Friends, the Supreme Court has long held that claims for damages against state and local judges are a hard no go under Section 1983 because absolute judicial immunity was well-settled and uniformly followed at common law in 1871 (when Section 1983 was passed). Buuuuuuut . . . that’s not really true. And more importantly, who cares what the common law said if Section 1983 was meant to create a new remedy after common law causes of action proved wholly inadequate in the face of KKK terror? That’s on the most recent episode of the Bound By Oath podcast. Click here for more.
- Raped as a child and threatened with death by her brother’s gang, woman flees to the U.S. and establishes a life before being apprehended by immigration officers. She’s imprisoned for 10 months after failing to show that she is not a threat or flight risk. But wait! On appeal, a federal court says that that it is the gov’t’s burden to show she’s dangerous or a flight risk. And on remand, she’s granted bond—on the exact same evidence. First Circuit: Crazy how important the burden of proof is huh? Anyways, the Fifth Amendment requires the burden of proof to be on the gov’t. Dissent: Ever heard of judicial restraint? This is a statutory case that the immigrant should win, but not on constitutional grounds.

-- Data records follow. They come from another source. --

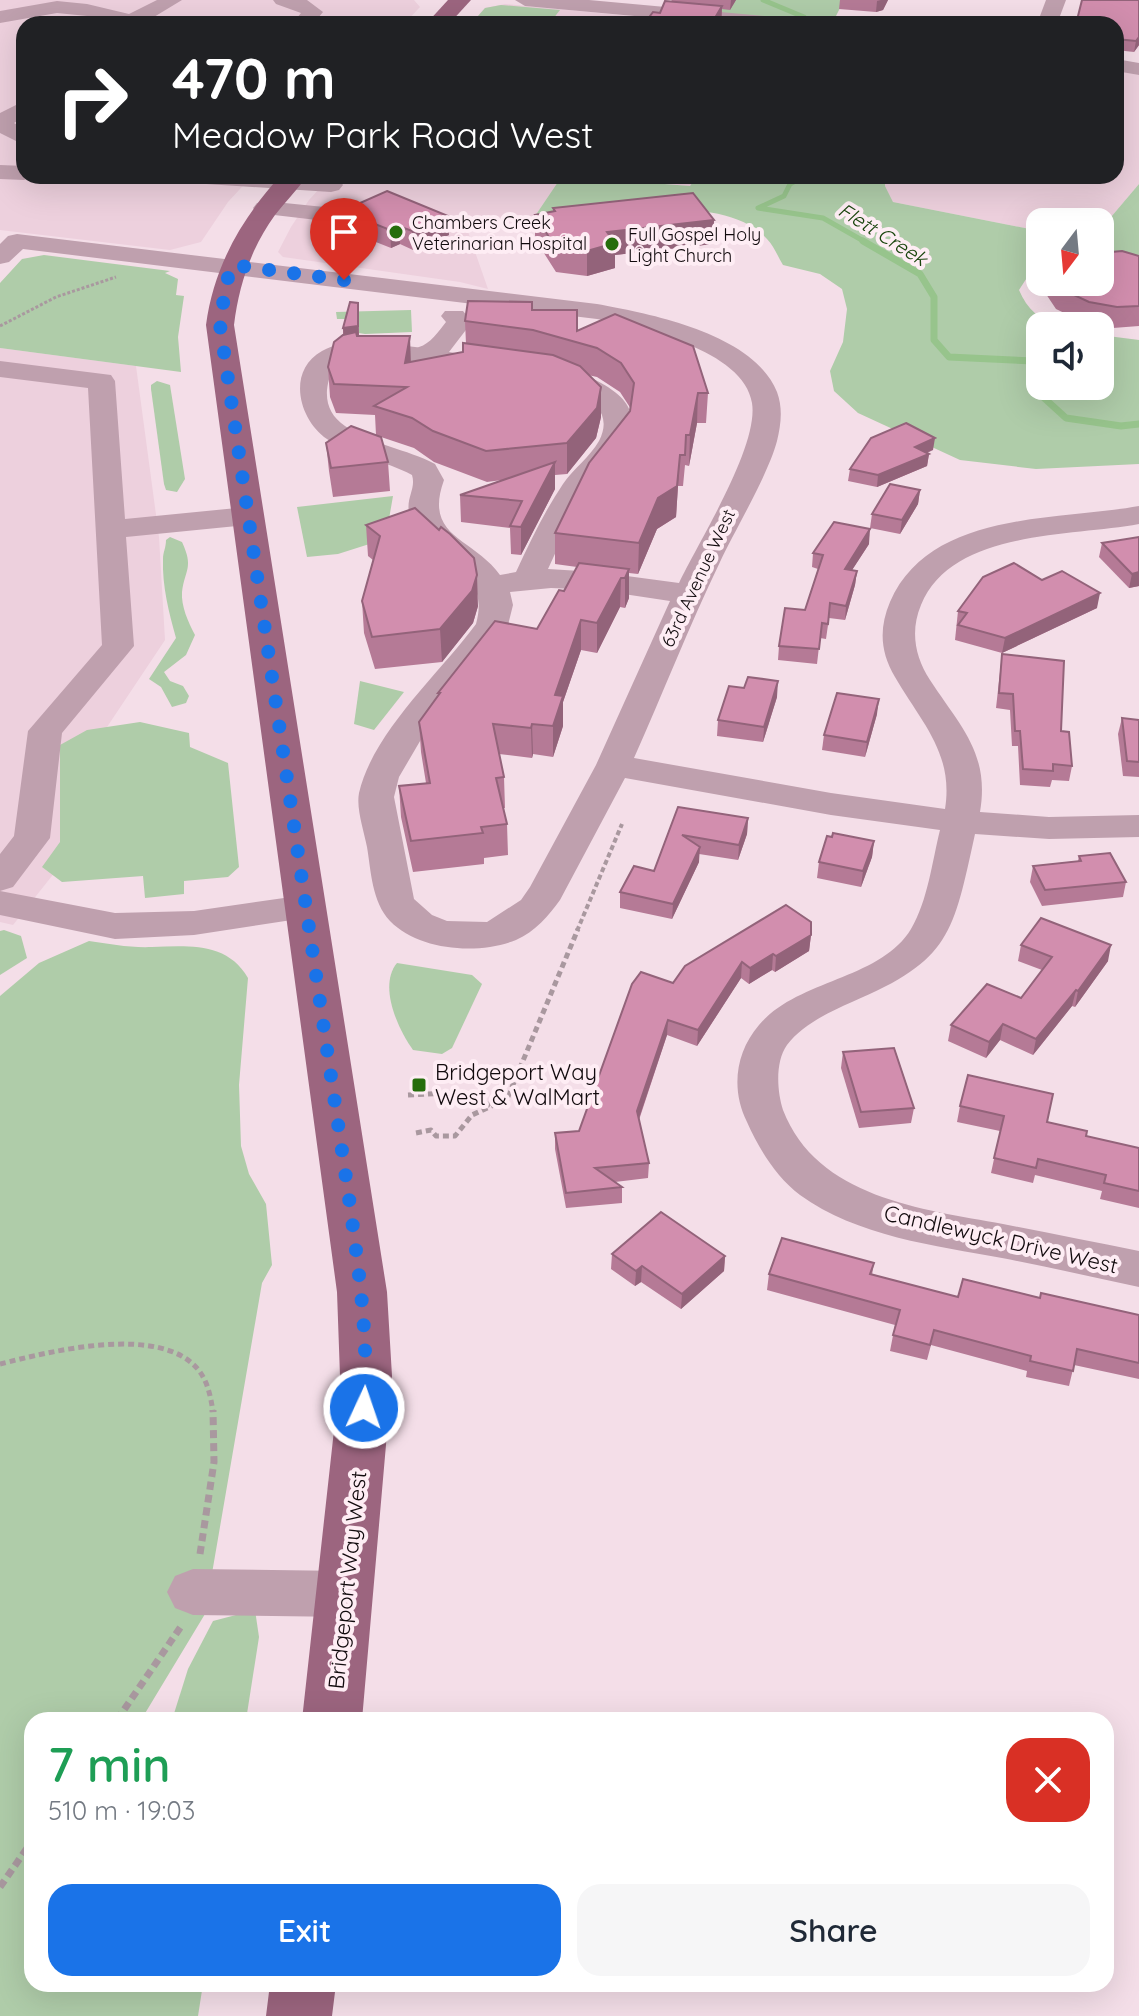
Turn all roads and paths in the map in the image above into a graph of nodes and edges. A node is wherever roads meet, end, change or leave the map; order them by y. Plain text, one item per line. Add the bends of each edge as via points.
1 (172, 0) edge
2 (283, 0) edge
3 (460, 0) edge
4 (525, 0) edge
5 (70, 2) edge
6 (628, 4) edge
7 (117, 16) edge
8 (147, 16) edge
9 (310, 16) edge
10 (445, 16) edge
11 (723, 16) edge
12 (0, 17) edge
13 (16, 112) edge
14 (16, 133) edge
15 (260, 184) edge
16 (295, 188) edge
17 (334, 215) dead end
18 (9, 249) edge
19 (233, 265) junction
20 (125, 275) dead end
21 (460, 306) junction
22 (0, 326) edge
23 (428, 354) junction
24 (504, 368) edge
25 (0, 369) edge
26 (531, 372) edge
27 (1139, 515) edge
28 (247, 516) junction
29 (110, 529) junction
30 (528, 579) junction
31 (493, 587) junction
32 (689, 594) junction
33 (614, 765) junction
34 (593, 805) junction
35 (960, 822) junction
36 (1139, 826) edge
37 (0, 879) edge
38 (0, 903) edge
39 (305, 907) junction
40 (408, 1095) dead end
41 (491, 1106) junction
42 (416, 1133) dead end
43 (1139, 1269) edge
44 (0, 1364) edge
45 (193, 1592) junction
46 (346, 1594) junction
47 (123, 1712) edge
48 (333, 1712) edge
49 (24, 1852) edge
50 (0, 1887) edge
51 (302, 1992) edge
52 (299, 2016) edge

1 - 8 street
2 - 9 street via 307,7
3 - 10 main road
4 - 6 street
5 - 7 street
5 - 12 street
6 - 11 street
13 - 14 street via 1,125
15 - 16 street
16 - 17 street
16 - 19 main road, Bridgeport Way West
18 - 19 street
19 - 21 street
19 - 28 main road, Bridgeport Way West via 222,307 221,341
20 - 22 path via 73,290
21 - 23 street via 459,322
21 - 32 street, 63rd Avenue West via 608,315 671,330 732,358 763,389 769,404 762,444
23 - 24 street
23 - 31 street via 340,353 327,360 314,384 314,407 327,426 353,441 425,470 426,519
25 - 29 street via 101,381
26 - 30 street via 579,382 603,396 619,422 613,440 573,489
27 - 35 street, Candlewyck Drive West via 973,544 944,558 913,587 899,617 897,641 913,682 958,750 966,790
28 - 29 street
28 - 39 main road, Bridgeport Way West
29 - 37 street via 118,646 45,731 32,838
30 - 31 street
30 - 32 street via 582,580
31 - 34 street, 63rd Avenue West via 498,606 492,625 409,733 377,790 376,809 395,899 412,920 443,933 488,935 521,920 547,891
32 - 33 street, 63rd Avenue West
33 - 34 street, 63rd Avenue West
33 - 35 street
34 - 41 path via 624,818 507,1099
35 - 36 street
35 - 43 street, Candlewyck Drive West via 936,913 923,941 891,969 819,999 776,1032 758,1077 762,1108 783,1149 806,1175 854,1203 934,1227
38 - 39 street via 115,926 194,923
39 - 46 main road, Bridgeport Way West via 362,1292 366,1376
40 - 41 path via 467,1092
41 - 42 path via 472,1115 455,1136 436,1136 431,1130
44 - 45 path via 77,1346 115,1345 174,1351 202,1374 217,1426 210,1505
45 - 46 street
45 - 47 path via 181,1628
46 - 48 main road, Bridgeport Way West
49 - 50 path
51 - 52 main road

- Judge Selya does not hold back with this week’s First Circuit Vocab Quiz: behoof, immurement, indicium, limned, pavane, hyperlipidemia, calumnizing, exigible, pellucid. Along the way, the court denies compassionate release to a 62-year-old man who has served about 30 years of a 660-year sentence for laundering $136 mil of Colombian drug cartel money.

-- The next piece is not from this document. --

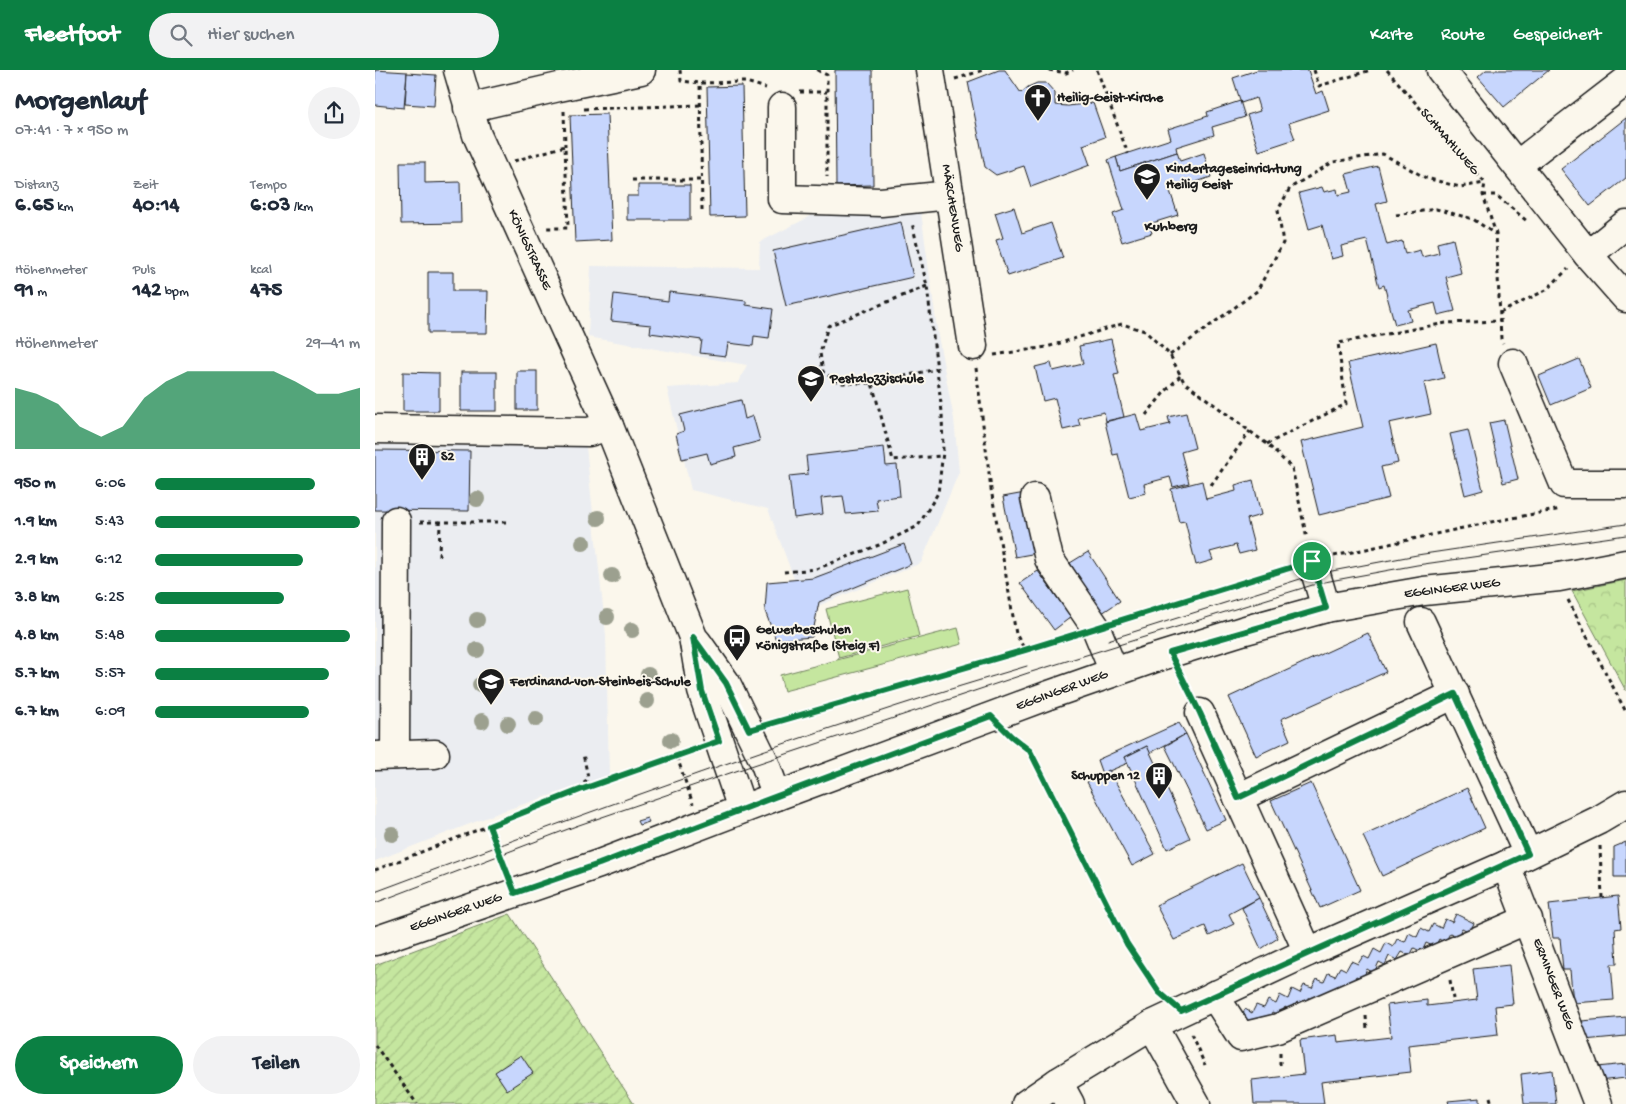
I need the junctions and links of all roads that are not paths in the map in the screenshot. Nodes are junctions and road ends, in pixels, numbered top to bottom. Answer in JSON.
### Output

- Syracuse, N.Y. police did not “search” a defendant when they forced him to put his hands on the back of a car and stand spreadeagle, says the Second Circuit (sitting en banc, over several dissents), because a search doesn’t occur until an officer “physically intrud[es]” on a defendant’s protected space. Also, the officers weren’t unreasonable in frisking the defendant because he looked at officers’ unmarked car for “a few seconds,” hitched up his pants as he got into a car, squirmed as if concealing something after being pulled over, and then stood with his pelvis close to the car after being ordered to spreadeagle. Plus, it was a high-crime area.
- After plaintiff leased the site of the former gun range and store with plans to get it up and running again, Robinson Township, Penn. officials changed the zoning to outlaw certain aspects of his business model (while permitting them elsewhere in town). Third Circuit: Which might violate the Second Amendment. Case un-dismissed, for the second time.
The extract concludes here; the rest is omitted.